30.11.2024
Cessate il fuoco nel Libano, ribellioni in Siria, imposizioni all’Ucraina; paradossalmente, non avendo più nulla da perdere, l’anziano Presidente intensifica la sua operatività, ottenendo risultati mai pensati prima. Un dispetto al suo successore, tanto atteso da Putin e Netanyahu, o una mossa affermativa per i Democratici? Osservazioni analitiche.
Tregua, per quanto fragile, in Libano. Rimozione del divieto di usare armi USA per colpire in territorio russo. Nelle ultime settimane, Joe Biden ha ottenuto risultati o preso decisioni impensabili pochi mesi prima: una situazione paradossale per un’amministrazione sconfitta, alla quale restano meno di otto settimane prima di passare il testimone a Donald Trump. Un Biden decisionista ed energico, diverso dall’anziano la cui fragilità aveva indotto il suo stesso partito a chiedergli di farsi da parte.
Sul versante interno, la spiegazione si può cercare proprio nella mancanza di vincoli. Come recita un proverbio napoletano, sulla Terra i potenti sono tre: «’o Papa, ’o Re e chi nun tiene niente ’a perdere». In questo senso, dopo quattro anni vissuti facendo lo slalom tra l’insurrezione del 6 gennaio 2021, l’uscita dal Covid, l’invasione dell’Ucraina, la lotta all’inflazione, l’occupazione delle università per le proteste anti-israeliane, Biden sente ora di non dover più governare con il bilancino in mano. Anzi, l’attuale attivismo potrebbe creare difficoltà al suo non amato successore. Una sorta di vendetta postuma, insomma.
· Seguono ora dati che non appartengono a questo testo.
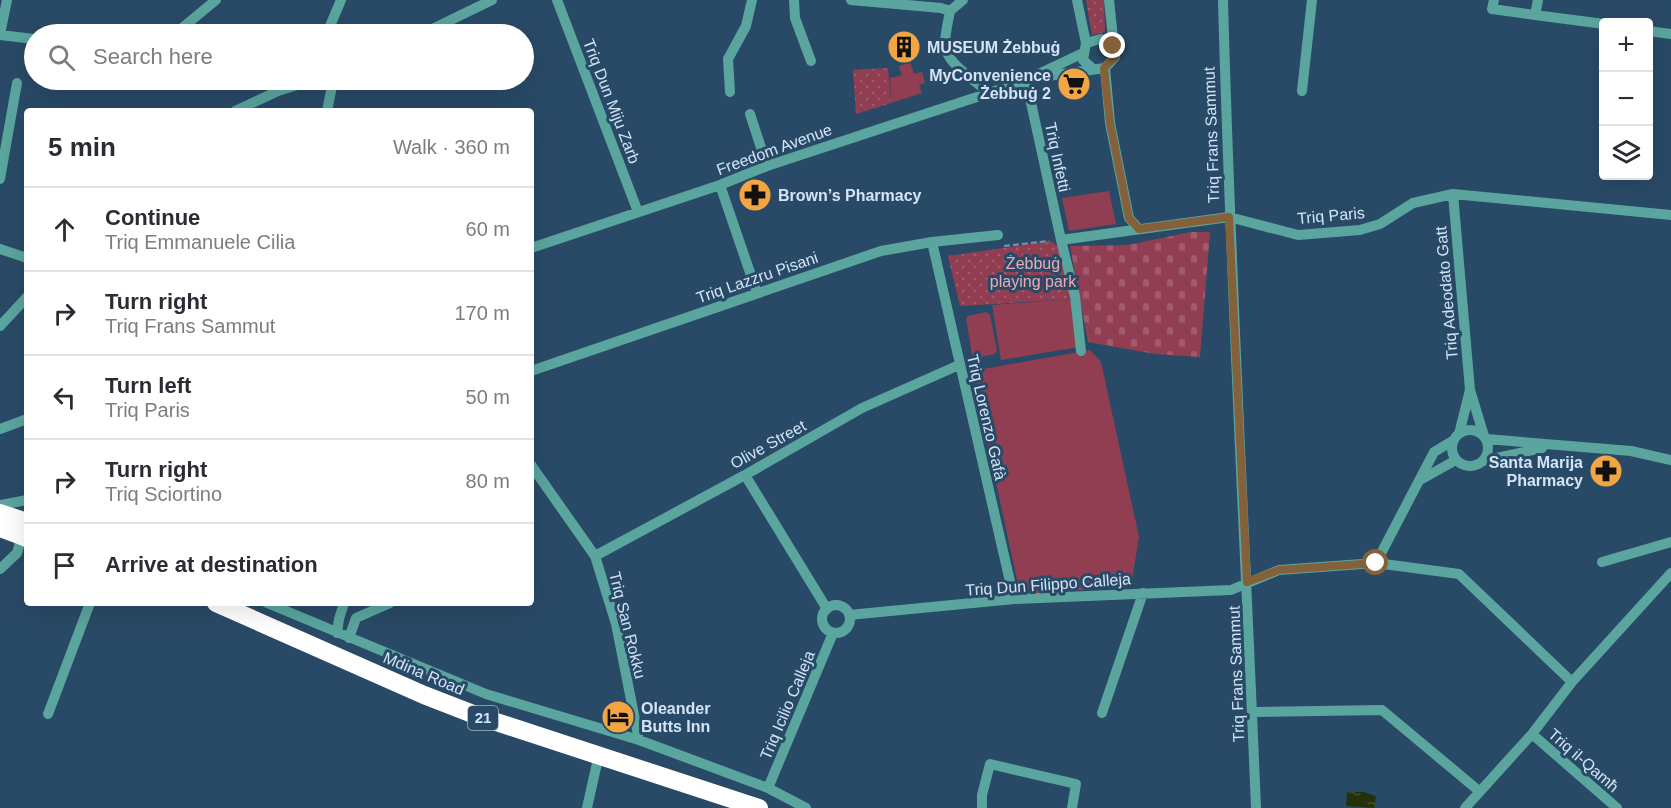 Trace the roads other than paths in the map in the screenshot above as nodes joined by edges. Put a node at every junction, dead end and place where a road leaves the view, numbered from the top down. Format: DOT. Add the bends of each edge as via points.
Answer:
graph roads {
  1 [pos="7,0"];
  2 [pos="216,0"];
  3 [pos="341,0"];
  4 [pos="492,0"];
  5 [pos="557,0"];
  6 [pos="752,0"];
  7 [pos="794,0"];
  8 [pos="850,0"];
  9 [pos="963,0"];
  10 [pos="1077,0"];
  11 [pos="1108,0"];
  12 [pos="1223,0"];
  13 [pos="1312,0"];
  14 [pos="1494,0"];
  15 [pos="1538,0"];
  16 [pos="950,11"];
  17 [pos="1535,15"];
  18 [pos="1599,23"];
  19 [pos="187,24"];
  20 [pos="331,24"];
  21 [pos="443,24"];
  22 [pos="1653,32"];
  23 [pos="1671,34"];
  24 [pos="0,35"];
  25 [pos="24,38"];
  26 [pos="1113,46"];
  27 [pos="1085,48"];
  28 [pos="811,61"];
  29 [pos="1099,69"];
  30 [pos="1026,80"];
  31 [pos="17,83"];
  32 [pos="281,90"];
  33 [pos="331,90"];
  34 [pos="1302,91"];
  35 [pos="730,92"];
  36 [pos="989,93"];
  37 [pos="241,108"];
  38 [pos="328,108"];
  39 [pos="750,114"];
  40 [pos="3,140"];
  41 [pos="767,166"];
  42 [pos="0,179"];
  43 [pos="720,184"];
  44 [pos="1453,194"];
  45 [pos="639,212"];
  46 [pos="1671,215"];
  47 [pos="1229,217"];
  48 [pos="1139,229"];
  49 [pos="995,236"];
  50 [pos="1061,240"];
  51 [pos="932,242"];
  52 [pos="534,247"];
  53 [pos="0,249"];
  54 [pos="24,257"];
  55 [pos="757,292"];
  56 [pos="24,300"];
  57 [pos="0,325"];
  58 [pos="1081,351"];
  59 [pos="959,365"];
  60 [pos="534,370"];
  61 [pos="1470,390"];
  62 [pos="24,420"];
  63 [pos="0,429"];
  64 [pos="1457,437"];
  65 [pos="1485,438"];
  66 [pos="1551,446"];
  67 [pos="1456,460"];
  68 [pos="1484,460"];
  69 [pos="1671,460"];
  70 [pos="534,469"];
  71 [pos="745,475"];
  72 [pos="1421,479"];
  73 [pos="24,501"];
  74 [pos="0,505"];
  75 [pos="0,513"];
  76 [pos="0,528"];
  77 [pos="24,531"];
  78 [pos="24,532"];
  79 [pos="24,535"];
  80 [pos="1671,542"];
  81 [pos="595,556"];
  82 [pos="1602,562"];
  83 [pos="1376,563"];
  84 [pos="0,569"];
  85 [pos="1671,573"];
  86 [pos="1247,582"];
  87 [pos="1143,593"];
  88 [pos="1014,599"];
  89 [pos="89,606"];
  90 [pos="223,606"];
  91 [pos="274,606"];
  92 [pos="344,606"];
  93 [pos="383,606"];
  94 [pos="826,609"];
  95 [pos="849,615"];
  96 [pos="337,633"];
  97 [pos="833,633"];
  98 [pos="349,638"];
  99 [pos="1572,682"];
  100 [pos="1252,712"];
  101 [pos="1102,713"];
  102 [pos="48,714"];
  103 [pos="1532,734"];
  104 [pos="639,740"];
  105 [pos="599,754"];
  106 [pos="768,788"];
  107 [pos="1479,791"];
  108 [pos="587,808"];
  109 [pos="759,808"];
  110 [pos="806,808"];
  111 [pos="982,808"];
  112 [pos="1072,808"];
  113 [pos="1256,808"];
  114 [pos="1465,808"];
  115 [pos="1617,808"];
  1 -- 24 [label="street"];
  2 -- 19 [label="street"];
  3 -- 20 [label="street"];
  4 -- 21 [label="street"];
  5 -- 45 [label="street, Triq Dun Miju Zarb"];
  6 -- 35 [label="street" via="746,26 728,59"];
  7 -- 28 [label="street" via="795,18"];
  8 -- 16 [label="street"];
  9 -- 16 [label="street"];
  10 -- 27 [label="street"];
  11 -- 26 [label="street"];
  12 -- 47 [label="street, Triq Frans Sammut"];
  13 -- 34 [label="street"];
  14 -- 17 [label="street" via="1492,9"];
  15 -- 17 [label="street"];
  16 -- 36 [label="street" via="944,46 947,56"];
  17 -- 18 [label="street"];
  22 -- 23 [label="street"];
  24 -- 25 [label="street"];
  26 -- 27 [label="street" via="1101,39"];
  26 -- 29 [label="street" via="1115,57"];
  27 -- 29 [label="street" via="1083,60"];
  27 -- 30 [label="street, Freedom Avenue"];
  29 -- 30 [label="street, Freedom Avenue"];
  29 -- 48 [label="street" via="1129,218"];
  30 -- 36 [label="street, Freedom Avenue"];
  30 -- 50 [label="street, Triq Infetti"];
  31 -- 40 [label="street"];
  32 -- 37 [label="street"];
  33 -- 38 [label="street"];
  36 -- 41 [label="street, Freedom Avenue"];
  39 -- 41 [label="street"];
  40 -- 42 [label="street"];
  41 -- 43 [label="street, Freedom Avenue"];
  43 -- 45 [label="street, Freedom Avenue"];
  43 -- 55 [label="street"];
  44 -- 46 [label="street, Triq Paris"];
  44 -- 47 [label="street, Triq Paris" via="1413,203 1380,224 1360,230 1298,235"];
  44 -- 61 [label="street, Triq Adeodato Gatt"];
  45 -- 52 [label="street, Freedom Avenue"];
  47 -- 48 [label="street, Triq Paris"];
  47 -- 86 [label="street, Triq Frans Sammut"];
  48 -- 50 [label="street, Triq Paris"];
  49 -- 51 [label="street, Triq Lazzru Pisani"];
  50 -- 58 [label="street, Triq Infetti" via="1075,296"];
  51 -- 55 [label="street, Triq Lazzru Pisani" via="881,250"];
  51 -- 59 [label="street, Triq Lorenzo Gafà"];
  53 -- 54 [label="street"];
  55 -- 60 [label="street, Triq Lazzru Pisani"];
  56 -- 57 [label="street"];
  59 -- 71 [label="street, Olive Street" via="862,408"];
  59 -- 88 [label="street, Triq Lorenzo Gafà"];
  61 -- 64 [label="street, Triq Adeodato Gatt"];
  61 -- 65 [label="street, Triq Adeodato Gatt"];
  62 -- 63 [label="street"];
  64 -- 65 [label="street" via="1474,431"];
  64 -- 67 [label="street, Triq Adeodato Gatt" via="1452,451"];
  64 -- 72 [label="street" via="1434,452"];
  65 -- 66 [label="street"];
  65 -- 68 [label="street, Triq Adeodato Gatt" via="1488,452"];
  66 -- 68 [label="street"];
  66 -- 69 [label="street" via="1631,451"];
  67 -- 68 [label="street" via="1473,466"];
  67 -- 72 [label="street"];
  70 -- 81 [label="street, Triq San Rokku"];
  71 -- 81 [label="street, Olive Street"];
  71 -- 94 [label="street"];
  72 -- 83 [label="street"];
  73 -- 74 [label="street"];
  75 -- 77 [label="highway"];
  76 -- 78 [label="highway"];
  79 -- 84 [label="street" via="17,553"];
  80 -- 82 [label="street"];
  81 -- 104 [label="street, Triq San Rokku" via="616,624"];
  83 -- 86 [label="street, Triq Dun Filippo Calleja" via="1279,570"];
  83 -- 99 [label="street, Triq Dun Filippo Calleja" via="1458,574"];
  85 -- 99 [label="street"];
  86 -- 87 [label="street, Triq Dun Filippo Calleja" via="1231,590"];
  86 -- 100 [label="street, Triq Frans Sammut"];
  87 -- 88 [label="street, Triq Dun Filippo Calleja"];
  87 -- 101 [label="street"];
  88 -- 95 [label="street, Triq Dun Filippo Calleja"];
  89 -- 102 [label="street"];
  90 -- 105 [label="highway, Mdina Road / 21" via="424,695"];
  91 -- 96 [label="street, Mdina Road"];
  92 -- 96 [label="street"];
  93 -- 98 [label="street" via="356,618"];
  94 -- 95 [label="street" via="840,606"];
  94 -- 97 [label="street" via="823,622"];
  95 -- 97 [label="street" via="849,625"];
  96 -- 98 [label="street, Mdina Road"];
  97 -- 106 [label="street, Triq Icilio Calleja"];
  98 -- 104 [label="street, Mdina Road" via="486,694"];
  99 -- 103 [label="street"];
  100 -- 107 [label="street" via="1382,710"];
  100 -- 113 [label="street, Triq Frans Sammut"];
  103 -- 107 [label="street"];
  103 -- 115 [label="street, Triq il-Qamħ"];
  104 -- 106 [label="street, Mdina Road"];
  105 -- 108 [label="street"];
  105 -- 109 [label="highway, Mdina Road / 21"];
  106 -- 110 [label="street, Mdina Road"];
  107 -- 114 [label="street"];
  111 -- 112 [label="street" via="990,764 1076,784"];
}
Per quanti desiderano un cessate il fuoco purchessia, se necessario persino sganciato da una soluzione equa, la domanda è però un’altra: il risultato poteva essere raggiunto prima? In effetti, secondo diversi analisti Putin e Netanyahu avrebbero scommesso sulla vittoria di Trump per poter trattare con una amministrazione a loro politicamente più affine. Su un fronte, la scommessa di costringere l’Ucraina ad accettare mutilazioni territoriali e minor indipendenza; sull’altro, la promessa di una mano libera nelle operazioni contro le milizie filo-iraniane. In questa chiave di lettura, concedere qualcosa a Biden adesso, quando non può servire alla campagna presidenziale è solo la conferma che la strategia del tirare per le lunghe si è dimostrata vincente.
Meno speculativa e più urgente è la questione degli aspetti che sfuggono al controllo statunitense. L’offensiva verso Aleppo lanciata da Hayat Tahrir al-Sham, un gruppo fondamentalista che oggi sembra essere legato alla Turchia, ma che in passato rispondeva ad Al Qaeda, ne è un esempio chiaro. Sguarnito da Hezbollah, impegnato contro Israele al sud, l’estremo settentrionale della Siria è tornato “contendibile”, riportando nella regione l’instabilità che l’armistizio voleva arginare. Sul versante ucraino, diversi paesi europei stanno organizzandosi per contenere la tracimazione russa. Da un lato c’è il patto stretto dalle nazioni settentrionali ed orientali, le più esposte alle mire espansioniste russe; dall’altro, le aperture neanche troppo velate di Francia e Regno Unito all’invio di rinforzi – umani, non tecnologici – in territorio ucraino.
Se è presto per dire come i due filoni si svilupperanno, sembra certo che ben difficilmente gli Stati Uniti potranno risolvere unilateralmente i due problemi. Abbandonare al suo destino il presidente Assad porterebbe necessariamente ad un intervento di Putin, obbligato a difendere l’unico alleato in quello scacchiere. Allo stesso modo, lasciare che gli europei difendano da sé il proprio confine orientale diminuirebbe il peso USA nelle trattative, rendendo difficile a Trump imporre “in 24 ore”, come disse in campagna elettorale, una pace leonina.
Dietro il ritrovato decisionismo di Biden, insomma, si scorgono scenari difficili da leggere con l’ottica della prudenza che da molti anni caratterizzava l’azione americana. Se funzionerà, e se reggerà al cambio di amministrazione, resta tutto da vedere.